• **Try it**: For the entries that follow, report how many lines include the word "Sossego" and add nothing.

• **Data supplied**:
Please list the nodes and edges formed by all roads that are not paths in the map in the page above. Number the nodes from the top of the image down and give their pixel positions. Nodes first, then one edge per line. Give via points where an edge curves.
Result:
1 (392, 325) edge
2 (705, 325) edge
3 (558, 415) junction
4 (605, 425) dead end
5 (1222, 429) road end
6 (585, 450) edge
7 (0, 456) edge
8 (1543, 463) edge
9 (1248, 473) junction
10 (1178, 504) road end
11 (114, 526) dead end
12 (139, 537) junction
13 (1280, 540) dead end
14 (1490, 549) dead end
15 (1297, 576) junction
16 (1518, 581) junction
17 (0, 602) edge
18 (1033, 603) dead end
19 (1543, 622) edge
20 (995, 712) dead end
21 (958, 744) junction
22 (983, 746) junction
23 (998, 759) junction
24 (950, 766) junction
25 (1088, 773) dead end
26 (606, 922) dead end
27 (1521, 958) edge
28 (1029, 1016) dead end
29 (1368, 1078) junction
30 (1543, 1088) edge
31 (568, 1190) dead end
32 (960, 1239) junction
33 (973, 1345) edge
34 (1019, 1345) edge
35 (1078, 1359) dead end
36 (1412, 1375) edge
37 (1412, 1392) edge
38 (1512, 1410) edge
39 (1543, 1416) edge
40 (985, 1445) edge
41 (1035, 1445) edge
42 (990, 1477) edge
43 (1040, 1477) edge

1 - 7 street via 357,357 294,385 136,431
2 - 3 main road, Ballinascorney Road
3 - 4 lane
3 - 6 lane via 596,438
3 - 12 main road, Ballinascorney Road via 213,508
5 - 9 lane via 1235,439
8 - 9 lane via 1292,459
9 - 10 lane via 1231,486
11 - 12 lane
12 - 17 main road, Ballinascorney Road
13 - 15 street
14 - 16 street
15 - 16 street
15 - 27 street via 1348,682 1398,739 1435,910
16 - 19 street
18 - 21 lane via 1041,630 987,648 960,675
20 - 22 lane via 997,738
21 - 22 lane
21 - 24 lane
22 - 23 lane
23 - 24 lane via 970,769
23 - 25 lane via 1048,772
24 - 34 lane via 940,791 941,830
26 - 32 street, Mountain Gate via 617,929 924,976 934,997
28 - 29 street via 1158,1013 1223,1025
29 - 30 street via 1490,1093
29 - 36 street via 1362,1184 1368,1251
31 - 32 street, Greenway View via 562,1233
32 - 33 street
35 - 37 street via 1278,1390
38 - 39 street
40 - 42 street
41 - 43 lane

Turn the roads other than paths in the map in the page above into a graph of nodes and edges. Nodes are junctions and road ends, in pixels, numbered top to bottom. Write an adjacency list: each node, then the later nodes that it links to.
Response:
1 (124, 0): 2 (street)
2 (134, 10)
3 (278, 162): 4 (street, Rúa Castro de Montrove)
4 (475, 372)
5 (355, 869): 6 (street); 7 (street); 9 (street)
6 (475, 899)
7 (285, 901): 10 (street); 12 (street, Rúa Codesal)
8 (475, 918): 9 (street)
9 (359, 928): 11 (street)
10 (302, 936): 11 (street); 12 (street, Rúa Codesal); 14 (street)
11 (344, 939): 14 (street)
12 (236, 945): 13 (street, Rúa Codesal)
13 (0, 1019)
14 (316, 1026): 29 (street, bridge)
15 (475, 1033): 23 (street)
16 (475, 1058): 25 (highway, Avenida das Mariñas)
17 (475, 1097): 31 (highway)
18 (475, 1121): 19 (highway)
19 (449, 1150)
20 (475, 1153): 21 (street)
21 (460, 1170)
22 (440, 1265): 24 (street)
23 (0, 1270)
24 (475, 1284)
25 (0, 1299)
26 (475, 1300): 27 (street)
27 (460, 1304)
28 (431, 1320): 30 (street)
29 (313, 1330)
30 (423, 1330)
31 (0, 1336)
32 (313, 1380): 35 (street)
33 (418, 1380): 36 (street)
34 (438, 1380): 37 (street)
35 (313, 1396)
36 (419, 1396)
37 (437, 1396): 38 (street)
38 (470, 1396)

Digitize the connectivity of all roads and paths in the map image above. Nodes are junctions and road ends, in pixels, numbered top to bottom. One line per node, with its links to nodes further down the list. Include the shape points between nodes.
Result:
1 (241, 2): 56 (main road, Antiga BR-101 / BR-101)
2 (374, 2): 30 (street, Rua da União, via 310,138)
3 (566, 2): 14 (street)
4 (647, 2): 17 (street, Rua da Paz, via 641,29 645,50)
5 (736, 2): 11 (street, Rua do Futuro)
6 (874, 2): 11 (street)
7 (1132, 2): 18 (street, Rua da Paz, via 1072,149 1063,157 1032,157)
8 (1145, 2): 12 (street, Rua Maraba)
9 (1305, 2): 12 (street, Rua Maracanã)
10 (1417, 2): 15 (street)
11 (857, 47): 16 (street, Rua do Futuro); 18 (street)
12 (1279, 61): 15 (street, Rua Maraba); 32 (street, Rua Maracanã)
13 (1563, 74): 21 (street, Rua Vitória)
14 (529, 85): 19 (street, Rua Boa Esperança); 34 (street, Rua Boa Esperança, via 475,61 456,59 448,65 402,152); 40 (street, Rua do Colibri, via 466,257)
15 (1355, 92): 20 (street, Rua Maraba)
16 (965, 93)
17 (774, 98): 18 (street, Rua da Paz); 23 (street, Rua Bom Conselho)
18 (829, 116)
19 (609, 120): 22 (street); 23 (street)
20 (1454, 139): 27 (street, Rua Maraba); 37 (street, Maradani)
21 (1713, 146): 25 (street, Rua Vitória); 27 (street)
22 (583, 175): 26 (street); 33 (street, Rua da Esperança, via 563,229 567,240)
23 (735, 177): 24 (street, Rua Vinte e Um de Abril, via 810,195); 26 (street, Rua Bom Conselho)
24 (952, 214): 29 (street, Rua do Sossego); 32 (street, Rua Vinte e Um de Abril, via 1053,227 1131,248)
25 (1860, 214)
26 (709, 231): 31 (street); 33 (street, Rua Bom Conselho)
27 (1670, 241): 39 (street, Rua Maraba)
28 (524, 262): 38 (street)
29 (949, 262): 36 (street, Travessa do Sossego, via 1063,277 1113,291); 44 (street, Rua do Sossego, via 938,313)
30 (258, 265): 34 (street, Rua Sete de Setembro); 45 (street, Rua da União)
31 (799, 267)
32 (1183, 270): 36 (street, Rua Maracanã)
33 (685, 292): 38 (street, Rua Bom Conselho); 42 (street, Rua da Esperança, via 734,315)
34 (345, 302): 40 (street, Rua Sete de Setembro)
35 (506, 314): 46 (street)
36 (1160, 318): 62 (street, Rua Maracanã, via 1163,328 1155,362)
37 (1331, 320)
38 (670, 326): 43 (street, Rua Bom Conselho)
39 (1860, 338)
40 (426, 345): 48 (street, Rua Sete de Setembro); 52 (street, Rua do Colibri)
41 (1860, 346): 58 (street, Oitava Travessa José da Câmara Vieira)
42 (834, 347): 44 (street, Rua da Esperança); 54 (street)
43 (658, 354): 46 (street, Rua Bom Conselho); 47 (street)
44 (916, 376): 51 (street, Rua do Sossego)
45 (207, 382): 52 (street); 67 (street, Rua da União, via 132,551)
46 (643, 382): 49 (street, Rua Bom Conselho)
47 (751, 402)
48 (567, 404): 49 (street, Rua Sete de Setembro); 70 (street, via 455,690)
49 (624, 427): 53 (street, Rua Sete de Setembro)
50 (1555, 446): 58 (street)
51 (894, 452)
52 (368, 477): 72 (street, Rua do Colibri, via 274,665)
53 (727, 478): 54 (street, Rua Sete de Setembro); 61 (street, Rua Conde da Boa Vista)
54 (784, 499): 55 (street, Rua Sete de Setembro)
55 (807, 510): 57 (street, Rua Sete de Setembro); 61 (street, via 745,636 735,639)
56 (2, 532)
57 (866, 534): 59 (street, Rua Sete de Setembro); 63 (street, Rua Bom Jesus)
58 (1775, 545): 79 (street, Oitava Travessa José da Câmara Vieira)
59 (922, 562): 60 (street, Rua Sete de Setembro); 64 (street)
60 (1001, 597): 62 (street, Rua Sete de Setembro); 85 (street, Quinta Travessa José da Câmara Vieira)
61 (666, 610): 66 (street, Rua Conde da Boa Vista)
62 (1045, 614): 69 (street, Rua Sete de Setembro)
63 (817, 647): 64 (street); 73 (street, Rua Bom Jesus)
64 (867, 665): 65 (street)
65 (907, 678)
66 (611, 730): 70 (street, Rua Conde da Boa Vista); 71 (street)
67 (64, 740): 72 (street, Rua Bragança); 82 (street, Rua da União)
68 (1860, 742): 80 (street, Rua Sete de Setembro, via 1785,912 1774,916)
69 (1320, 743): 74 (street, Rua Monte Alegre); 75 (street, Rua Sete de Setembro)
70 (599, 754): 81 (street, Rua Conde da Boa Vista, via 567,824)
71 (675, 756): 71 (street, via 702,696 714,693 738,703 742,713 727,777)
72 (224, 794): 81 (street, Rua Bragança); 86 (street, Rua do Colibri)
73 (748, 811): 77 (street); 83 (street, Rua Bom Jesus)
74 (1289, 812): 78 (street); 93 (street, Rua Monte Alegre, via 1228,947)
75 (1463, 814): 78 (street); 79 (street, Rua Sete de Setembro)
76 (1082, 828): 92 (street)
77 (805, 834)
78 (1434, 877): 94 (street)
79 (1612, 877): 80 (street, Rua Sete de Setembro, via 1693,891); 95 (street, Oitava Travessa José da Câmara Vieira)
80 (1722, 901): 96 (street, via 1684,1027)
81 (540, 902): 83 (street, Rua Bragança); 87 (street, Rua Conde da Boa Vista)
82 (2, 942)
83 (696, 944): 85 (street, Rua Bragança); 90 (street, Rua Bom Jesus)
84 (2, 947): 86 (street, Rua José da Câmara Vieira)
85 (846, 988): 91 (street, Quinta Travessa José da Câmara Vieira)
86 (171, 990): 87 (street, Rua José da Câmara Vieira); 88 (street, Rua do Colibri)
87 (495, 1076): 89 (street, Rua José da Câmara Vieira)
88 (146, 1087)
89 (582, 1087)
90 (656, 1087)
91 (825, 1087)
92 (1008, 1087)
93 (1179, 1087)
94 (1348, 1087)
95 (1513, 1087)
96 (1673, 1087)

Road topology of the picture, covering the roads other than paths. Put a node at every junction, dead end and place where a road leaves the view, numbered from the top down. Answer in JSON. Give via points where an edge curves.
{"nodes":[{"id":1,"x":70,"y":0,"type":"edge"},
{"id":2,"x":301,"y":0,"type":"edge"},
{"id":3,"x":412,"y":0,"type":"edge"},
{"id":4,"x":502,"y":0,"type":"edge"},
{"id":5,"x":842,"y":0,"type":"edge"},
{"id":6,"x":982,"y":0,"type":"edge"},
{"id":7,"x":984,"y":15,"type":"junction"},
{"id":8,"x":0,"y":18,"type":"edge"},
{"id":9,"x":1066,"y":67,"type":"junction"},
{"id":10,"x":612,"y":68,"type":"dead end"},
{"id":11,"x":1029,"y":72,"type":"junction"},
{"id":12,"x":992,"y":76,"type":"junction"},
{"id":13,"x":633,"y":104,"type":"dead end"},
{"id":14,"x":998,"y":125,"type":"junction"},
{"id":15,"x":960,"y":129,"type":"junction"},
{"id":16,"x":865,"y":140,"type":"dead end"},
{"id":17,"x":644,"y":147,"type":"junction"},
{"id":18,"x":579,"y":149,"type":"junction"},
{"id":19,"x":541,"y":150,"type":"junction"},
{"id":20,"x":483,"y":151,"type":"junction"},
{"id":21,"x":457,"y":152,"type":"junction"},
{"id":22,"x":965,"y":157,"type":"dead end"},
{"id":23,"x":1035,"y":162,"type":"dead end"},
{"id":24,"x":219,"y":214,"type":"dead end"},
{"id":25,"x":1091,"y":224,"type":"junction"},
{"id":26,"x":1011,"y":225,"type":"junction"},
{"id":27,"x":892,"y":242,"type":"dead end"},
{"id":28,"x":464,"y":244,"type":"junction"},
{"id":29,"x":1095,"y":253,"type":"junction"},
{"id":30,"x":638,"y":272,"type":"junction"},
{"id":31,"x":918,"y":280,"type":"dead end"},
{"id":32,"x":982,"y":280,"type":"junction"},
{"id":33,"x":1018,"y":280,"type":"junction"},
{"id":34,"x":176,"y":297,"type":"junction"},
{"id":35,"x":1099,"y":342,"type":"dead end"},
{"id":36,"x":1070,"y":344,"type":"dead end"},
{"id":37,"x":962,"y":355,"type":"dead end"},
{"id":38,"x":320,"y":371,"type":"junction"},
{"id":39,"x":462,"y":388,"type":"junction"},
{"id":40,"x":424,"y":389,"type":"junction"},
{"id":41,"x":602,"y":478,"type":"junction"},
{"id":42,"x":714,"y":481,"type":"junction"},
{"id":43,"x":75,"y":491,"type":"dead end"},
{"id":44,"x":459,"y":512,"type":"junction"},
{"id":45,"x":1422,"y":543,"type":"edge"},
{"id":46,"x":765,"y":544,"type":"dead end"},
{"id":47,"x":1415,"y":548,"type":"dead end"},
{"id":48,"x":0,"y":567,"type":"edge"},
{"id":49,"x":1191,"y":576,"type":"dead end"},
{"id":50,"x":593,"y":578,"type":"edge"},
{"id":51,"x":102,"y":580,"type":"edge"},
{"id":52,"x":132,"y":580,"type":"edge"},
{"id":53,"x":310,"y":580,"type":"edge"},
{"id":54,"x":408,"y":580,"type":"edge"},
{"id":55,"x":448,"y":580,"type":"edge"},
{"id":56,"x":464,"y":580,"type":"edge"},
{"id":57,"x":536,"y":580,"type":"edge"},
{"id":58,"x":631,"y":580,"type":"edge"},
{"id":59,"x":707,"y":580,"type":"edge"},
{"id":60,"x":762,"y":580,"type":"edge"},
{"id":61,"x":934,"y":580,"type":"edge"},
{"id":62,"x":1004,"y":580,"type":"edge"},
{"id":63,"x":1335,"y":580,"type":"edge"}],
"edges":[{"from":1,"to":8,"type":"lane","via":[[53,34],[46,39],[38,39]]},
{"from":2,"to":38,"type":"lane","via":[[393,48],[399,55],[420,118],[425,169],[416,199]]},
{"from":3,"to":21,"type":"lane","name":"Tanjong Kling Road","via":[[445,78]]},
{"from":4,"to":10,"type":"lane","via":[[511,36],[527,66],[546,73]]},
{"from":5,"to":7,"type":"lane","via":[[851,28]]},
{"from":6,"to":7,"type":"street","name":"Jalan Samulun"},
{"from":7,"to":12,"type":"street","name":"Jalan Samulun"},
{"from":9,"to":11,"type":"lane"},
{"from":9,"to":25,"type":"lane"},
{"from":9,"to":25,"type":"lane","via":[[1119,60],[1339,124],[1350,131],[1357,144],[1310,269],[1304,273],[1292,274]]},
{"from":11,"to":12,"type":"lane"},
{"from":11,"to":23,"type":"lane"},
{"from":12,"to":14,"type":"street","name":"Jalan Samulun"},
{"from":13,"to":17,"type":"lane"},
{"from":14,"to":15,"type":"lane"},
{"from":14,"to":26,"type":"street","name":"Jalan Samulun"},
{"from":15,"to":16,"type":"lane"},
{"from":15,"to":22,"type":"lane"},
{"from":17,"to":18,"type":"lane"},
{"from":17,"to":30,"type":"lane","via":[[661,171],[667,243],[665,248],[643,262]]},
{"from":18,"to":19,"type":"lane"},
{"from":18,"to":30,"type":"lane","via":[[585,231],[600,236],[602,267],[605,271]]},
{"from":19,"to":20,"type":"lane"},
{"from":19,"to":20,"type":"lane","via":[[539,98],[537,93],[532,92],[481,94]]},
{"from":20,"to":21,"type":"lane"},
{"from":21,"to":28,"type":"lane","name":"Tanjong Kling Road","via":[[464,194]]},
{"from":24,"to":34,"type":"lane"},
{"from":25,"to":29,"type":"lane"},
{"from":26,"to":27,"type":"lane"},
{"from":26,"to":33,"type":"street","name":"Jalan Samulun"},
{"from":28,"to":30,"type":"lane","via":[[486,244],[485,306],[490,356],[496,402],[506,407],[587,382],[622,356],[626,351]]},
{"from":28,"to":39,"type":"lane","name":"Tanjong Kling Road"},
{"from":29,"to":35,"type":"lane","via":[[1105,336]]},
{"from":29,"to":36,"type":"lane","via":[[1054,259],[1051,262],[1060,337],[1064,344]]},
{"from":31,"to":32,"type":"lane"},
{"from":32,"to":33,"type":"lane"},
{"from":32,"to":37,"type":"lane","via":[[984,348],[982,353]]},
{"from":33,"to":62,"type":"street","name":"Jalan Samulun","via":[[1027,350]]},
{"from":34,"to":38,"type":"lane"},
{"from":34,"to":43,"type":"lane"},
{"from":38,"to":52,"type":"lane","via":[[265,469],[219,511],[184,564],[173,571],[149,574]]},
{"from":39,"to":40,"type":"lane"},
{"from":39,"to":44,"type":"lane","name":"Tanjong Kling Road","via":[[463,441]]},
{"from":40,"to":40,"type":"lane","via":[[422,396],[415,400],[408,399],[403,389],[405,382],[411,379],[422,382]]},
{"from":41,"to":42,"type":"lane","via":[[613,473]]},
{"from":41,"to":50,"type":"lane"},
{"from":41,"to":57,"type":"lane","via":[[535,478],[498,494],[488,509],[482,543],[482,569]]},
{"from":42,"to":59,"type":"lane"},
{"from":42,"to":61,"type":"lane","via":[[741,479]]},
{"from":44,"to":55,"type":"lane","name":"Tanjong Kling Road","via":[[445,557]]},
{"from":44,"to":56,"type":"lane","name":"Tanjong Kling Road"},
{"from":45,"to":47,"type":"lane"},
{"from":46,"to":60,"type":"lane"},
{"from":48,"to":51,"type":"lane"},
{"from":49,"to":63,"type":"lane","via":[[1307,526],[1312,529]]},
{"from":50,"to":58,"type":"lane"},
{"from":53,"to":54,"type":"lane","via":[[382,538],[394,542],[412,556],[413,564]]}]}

• **Exercise result**: 3